Location
- 446 Monterey Road Great Barrington, Massachusetts United States
- Coordinates: 42°11′09″N 73°17′50″W﻿ / ﻿42.1859°N 73.2972°W

Information
- Type: Private
- Closed: 2016
- NCES School ID: 02033114
- Faculty: 14.0 (on FTE basis)
- Age: 9 to 22
- Enrollment: 70 (2009–10)
- Student to teacher ratio: 5.0:1

= Eagleton School =

Eagleton School was a residential treatment center located in Great Barrington, Massachusetts, for boys ages 9–22 who have a variety of emotional and behavioral problems. It was privately owned by Bruce Bona. It was the host of the Great Barrington Christmas party.

==1995 tornado==
Two students and one staff member were killed in the 1995 Great Barrington tornado when their van was picked up by the tornado and thrown 1,000 feet into a wooded ditch.
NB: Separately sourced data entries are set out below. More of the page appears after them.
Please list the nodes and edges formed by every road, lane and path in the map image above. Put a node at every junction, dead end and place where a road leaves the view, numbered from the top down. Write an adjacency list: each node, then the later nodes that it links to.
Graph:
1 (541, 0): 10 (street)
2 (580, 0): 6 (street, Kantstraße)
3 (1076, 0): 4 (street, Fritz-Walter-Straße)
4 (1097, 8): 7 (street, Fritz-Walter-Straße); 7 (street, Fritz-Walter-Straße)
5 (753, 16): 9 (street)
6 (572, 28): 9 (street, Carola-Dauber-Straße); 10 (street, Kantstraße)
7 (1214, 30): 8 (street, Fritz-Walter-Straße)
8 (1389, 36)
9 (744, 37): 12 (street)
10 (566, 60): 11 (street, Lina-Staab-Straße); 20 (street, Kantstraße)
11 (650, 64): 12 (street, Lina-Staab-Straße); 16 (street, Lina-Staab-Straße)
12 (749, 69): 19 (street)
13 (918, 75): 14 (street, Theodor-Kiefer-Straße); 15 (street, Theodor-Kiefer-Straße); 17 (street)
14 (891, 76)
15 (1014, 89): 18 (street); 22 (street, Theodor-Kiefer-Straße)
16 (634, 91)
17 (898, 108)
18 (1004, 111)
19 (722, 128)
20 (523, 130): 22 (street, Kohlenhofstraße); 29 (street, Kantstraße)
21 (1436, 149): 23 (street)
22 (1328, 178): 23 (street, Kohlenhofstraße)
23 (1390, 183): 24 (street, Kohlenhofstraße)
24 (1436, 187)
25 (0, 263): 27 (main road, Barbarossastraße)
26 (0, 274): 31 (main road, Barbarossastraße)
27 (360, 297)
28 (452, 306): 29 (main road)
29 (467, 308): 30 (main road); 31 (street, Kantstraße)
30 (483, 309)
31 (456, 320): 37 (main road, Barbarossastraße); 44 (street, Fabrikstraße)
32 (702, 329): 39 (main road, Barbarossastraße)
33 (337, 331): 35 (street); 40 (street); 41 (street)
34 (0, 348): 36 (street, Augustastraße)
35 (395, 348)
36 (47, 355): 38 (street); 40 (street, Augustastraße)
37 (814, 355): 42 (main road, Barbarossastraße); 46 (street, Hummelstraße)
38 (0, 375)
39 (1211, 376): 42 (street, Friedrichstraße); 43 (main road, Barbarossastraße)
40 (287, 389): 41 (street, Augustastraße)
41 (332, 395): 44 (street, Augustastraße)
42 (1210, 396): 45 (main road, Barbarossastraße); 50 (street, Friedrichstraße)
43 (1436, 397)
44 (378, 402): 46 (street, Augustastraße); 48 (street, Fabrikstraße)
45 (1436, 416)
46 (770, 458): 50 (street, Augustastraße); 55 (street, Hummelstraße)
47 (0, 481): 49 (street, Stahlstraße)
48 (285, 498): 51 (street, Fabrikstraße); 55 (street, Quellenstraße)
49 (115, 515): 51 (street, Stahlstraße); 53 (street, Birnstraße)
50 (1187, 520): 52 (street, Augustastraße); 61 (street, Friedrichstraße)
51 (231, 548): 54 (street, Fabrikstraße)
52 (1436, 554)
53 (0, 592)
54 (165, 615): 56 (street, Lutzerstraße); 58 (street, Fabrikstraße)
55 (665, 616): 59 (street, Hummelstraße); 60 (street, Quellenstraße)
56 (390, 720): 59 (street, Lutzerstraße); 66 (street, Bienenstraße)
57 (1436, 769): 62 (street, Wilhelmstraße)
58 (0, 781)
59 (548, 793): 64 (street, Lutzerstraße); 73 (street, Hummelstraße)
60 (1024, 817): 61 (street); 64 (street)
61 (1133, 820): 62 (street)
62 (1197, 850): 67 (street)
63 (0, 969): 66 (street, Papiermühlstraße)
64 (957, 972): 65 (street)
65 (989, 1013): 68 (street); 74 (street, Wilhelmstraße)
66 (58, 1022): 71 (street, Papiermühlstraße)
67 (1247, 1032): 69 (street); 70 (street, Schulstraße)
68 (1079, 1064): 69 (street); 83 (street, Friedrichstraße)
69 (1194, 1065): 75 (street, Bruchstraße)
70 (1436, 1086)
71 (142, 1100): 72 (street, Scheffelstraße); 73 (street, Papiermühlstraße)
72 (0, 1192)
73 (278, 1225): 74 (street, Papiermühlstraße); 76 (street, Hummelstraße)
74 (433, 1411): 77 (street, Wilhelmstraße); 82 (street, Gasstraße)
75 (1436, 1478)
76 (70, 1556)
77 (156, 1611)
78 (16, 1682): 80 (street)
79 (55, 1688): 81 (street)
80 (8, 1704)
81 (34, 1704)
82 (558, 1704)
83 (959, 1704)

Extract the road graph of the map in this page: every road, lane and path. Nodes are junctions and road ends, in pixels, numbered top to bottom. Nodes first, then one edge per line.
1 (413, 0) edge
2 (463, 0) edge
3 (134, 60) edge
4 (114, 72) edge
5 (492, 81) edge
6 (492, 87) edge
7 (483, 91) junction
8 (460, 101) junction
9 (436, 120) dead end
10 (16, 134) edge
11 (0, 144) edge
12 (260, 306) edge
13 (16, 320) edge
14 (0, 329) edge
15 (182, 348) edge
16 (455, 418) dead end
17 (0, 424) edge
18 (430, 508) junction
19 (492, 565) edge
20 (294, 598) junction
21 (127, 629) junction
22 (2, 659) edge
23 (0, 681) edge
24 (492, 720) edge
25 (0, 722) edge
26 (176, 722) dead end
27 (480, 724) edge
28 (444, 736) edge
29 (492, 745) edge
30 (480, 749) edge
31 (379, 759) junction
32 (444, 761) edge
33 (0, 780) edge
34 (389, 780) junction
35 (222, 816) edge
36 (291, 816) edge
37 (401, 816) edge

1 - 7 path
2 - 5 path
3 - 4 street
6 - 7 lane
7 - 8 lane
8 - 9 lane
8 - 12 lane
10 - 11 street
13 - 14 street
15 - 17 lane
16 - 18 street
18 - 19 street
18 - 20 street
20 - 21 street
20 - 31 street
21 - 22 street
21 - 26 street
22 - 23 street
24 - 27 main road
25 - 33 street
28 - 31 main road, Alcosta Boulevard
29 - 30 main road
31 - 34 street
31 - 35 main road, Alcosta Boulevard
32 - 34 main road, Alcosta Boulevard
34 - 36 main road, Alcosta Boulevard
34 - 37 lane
Reports say that the occupants were not strapped in and that no redirection was given for the students to put on their seat belts. Subsequently, the victim's families sued the school, but charges were later dropped. A chapel was built onsite to honor those who died.

==2016 assault case and closure==
In January 2016, five employees were charged with assaulting a student. Four additional staff members were also fired for abusive actions. As a result of the incident, the school's license to operate was revoked by the Commonwealth of Massachusetts, and the school shut down in April 2016.